:: Records to use ::
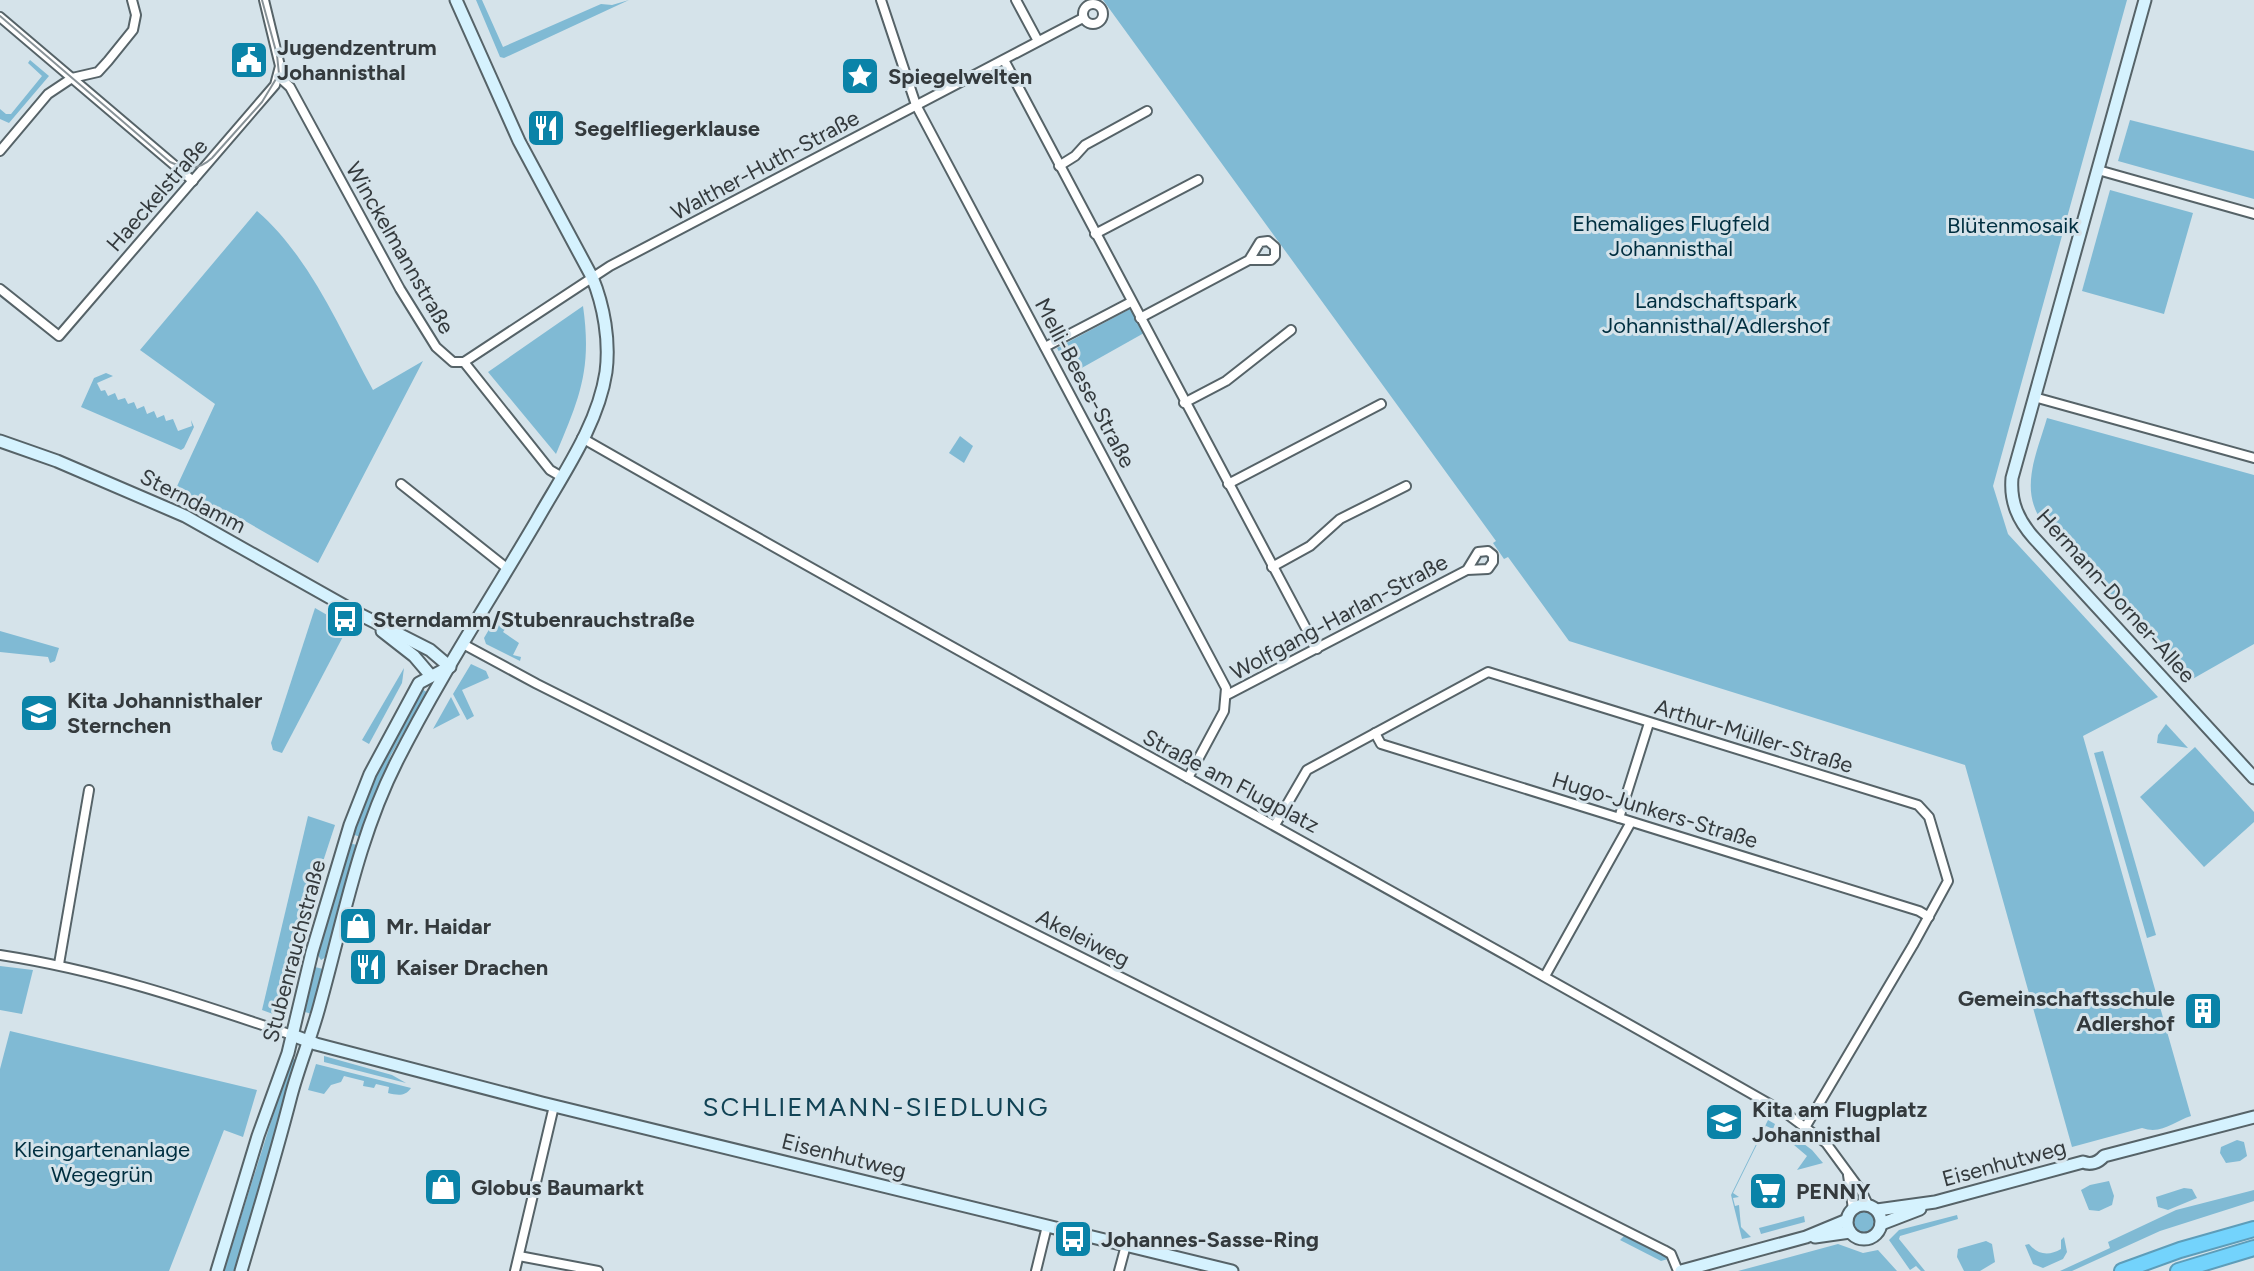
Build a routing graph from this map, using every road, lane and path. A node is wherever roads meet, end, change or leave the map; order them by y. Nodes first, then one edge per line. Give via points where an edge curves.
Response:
:::
:: Records to use ::
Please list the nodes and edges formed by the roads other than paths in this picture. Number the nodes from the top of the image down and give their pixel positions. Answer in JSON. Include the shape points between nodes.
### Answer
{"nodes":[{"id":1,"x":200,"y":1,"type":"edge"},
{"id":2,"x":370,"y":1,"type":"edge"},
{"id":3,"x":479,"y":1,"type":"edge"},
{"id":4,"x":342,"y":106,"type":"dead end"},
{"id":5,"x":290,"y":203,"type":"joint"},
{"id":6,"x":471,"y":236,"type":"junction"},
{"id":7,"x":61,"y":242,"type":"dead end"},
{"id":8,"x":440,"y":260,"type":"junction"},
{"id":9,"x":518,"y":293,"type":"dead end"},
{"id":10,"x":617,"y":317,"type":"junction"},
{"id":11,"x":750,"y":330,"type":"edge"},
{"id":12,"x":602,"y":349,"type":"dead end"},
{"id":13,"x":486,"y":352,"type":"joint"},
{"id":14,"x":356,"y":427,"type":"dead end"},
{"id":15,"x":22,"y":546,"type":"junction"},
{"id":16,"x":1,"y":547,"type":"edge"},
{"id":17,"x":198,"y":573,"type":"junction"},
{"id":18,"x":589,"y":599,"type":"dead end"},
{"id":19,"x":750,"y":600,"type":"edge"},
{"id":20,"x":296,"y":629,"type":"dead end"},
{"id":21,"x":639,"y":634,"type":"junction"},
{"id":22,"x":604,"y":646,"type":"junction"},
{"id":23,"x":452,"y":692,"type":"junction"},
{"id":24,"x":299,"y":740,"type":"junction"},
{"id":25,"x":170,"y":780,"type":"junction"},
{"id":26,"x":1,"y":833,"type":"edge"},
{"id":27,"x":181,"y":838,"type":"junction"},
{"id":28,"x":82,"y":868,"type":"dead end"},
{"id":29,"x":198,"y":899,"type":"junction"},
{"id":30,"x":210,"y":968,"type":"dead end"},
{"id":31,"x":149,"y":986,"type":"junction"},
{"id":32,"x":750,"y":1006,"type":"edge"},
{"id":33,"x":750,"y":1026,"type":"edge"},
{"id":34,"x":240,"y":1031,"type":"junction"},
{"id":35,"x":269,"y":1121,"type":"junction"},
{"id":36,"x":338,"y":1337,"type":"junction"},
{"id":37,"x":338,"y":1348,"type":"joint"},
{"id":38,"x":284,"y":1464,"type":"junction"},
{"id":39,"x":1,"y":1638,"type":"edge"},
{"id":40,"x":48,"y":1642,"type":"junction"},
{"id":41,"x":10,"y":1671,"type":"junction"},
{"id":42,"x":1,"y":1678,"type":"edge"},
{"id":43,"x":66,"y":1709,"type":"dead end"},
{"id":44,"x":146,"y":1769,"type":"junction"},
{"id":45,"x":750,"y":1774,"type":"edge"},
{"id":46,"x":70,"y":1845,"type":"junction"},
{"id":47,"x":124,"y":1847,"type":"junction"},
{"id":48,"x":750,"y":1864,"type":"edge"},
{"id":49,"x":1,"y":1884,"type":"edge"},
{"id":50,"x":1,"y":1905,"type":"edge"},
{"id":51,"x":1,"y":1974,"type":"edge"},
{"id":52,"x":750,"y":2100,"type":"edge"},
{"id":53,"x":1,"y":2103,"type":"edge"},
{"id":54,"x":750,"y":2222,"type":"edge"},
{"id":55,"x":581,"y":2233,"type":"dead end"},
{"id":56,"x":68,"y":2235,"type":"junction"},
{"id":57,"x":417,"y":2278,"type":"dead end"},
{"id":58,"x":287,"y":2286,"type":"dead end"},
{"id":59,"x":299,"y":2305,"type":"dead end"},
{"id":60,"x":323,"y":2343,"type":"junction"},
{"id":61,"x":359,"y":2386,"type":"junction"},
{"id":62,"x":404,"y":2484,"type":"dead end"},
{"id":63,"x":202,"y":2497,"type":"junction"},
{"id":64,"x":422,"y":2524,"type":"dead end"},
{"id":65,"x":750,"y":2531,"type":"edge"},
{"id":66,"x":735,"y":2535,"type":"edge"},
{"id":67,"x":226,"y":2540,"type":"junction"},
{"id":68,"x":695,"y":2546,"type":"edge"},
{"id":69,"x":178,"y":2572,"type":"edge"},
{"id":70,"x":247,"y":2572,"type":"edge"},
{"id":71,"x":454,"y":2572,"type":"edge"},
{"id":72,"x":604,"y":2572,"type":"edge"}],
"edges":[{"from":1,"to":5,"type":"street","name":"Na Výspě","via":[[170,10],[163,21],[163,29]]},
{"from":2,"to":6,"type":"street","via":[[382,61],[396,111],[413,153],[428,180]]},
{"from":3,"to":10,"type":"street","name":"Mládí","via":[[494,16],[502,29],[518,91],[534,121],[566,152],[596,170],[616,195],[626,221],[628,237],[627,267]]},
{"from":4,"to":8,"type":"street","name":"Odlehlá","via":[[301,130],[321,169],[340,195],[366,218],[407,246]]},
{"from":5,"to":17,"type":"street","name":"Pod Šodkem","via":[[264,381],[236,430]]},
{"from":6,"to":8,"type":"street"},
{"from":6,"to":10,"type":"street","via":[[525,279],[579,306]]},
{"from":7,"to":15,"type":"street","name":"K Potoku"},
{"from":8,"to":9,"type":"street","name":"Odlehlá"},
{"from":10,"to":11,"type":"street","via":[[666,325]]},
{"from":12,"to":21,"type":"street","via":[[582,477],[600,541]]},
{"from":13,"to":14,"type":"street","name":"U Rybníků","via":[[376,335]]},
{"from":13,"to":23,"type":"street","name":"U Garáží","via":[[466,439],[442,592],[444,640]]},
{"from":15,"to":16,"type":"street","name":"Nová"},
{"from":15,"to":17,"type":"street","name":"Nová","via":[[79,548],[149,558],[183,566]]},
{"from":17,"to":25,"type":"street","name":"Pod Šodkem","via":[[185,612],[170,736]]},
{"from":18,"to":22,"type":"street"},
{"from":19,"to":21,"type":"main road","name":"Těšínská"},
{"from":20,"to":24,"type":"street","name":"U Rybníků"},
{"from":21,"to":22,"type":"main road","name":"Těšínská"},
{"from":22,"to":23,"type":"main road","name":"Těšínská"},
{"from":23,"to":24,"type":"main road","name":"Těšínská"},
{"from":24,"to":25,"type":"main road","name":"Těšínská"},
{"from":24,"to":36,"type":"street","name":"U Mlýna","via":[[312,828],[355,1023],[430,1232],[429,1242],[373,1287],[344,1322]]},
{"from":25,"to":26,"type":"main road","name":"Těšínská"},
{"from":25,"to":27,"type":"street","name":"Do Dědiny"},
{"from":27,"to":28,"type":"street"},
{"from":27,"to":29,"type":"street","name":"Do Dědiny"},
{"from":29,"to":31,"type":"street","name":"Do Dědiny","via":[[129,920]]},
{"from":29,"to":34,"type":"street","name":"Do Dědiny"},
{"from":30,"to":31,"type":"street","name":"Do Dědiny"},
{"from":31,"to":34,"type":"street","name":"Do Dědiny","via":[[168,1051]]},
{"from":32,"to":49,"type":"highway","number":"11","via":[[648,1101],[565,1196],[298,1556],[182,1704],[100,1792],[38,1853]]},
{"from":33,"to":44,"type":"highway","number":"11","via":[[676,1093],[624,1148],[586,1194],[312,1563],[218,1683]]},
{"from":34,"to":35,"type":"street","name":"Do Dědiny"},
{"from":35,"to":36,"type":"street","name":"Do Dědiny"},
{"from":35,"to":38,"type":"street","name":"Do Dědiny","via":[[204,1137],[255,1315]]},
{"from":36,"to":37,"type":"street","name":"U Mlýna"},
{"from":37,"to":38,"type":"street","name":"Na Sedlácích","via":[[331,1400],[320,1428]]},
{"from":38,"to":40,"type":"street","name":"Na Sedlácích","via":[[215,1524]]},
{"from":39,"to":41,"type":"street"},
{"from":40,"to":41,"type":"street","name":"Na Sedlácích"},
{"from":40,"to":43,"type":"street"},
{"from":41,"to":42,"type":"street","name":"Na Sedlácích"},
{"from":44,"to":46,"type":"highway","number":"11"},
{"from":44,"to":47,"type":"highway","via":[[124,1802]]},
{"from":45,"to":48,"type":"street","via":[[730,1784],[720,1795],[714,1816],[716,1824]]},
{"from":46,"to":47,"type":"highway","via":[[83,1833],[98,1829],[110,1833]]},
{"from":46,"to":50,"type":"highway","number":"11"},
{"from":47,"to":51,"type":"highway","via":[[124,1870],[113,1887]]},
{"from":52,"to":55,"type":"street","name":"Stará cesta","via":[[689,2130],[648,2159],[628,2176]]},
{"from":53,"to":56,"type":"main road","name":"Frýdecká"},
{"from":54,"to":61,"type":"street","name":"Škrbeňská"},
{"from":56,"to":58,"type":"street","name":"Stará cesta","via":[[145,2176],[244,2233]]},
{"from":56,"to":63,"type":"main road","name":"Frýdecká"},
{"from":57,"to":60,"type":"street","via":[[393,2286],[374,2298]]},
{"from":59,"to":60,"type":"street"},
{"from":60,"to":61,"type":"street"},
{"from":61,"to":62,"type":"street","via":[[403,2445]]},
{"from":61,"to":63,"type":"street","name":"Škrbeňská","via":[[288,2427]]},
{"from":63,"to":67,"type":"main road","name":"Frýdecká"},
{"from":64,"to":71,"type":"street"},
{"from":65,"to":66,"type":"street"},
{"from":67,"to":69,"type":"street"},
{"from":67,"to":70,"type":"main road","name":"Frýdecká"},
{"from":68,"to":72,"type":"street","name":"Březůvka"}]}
:::
** What to do **
Look over the records. Copy the lines that include the word "points".

** Response box **
Build a routing graph from this map, using every road, lane and path. A node is wherever roads meet, end, change or leave the map; order them by y. Nodes first, then one edge per line. Give via points where an edge curves.
Please list the nodes and edges formed by the roads other than paths in this picture. Number the nodes from the top of the image down and give their pixel positions. Answer in JSON. Include the shape points between nodes.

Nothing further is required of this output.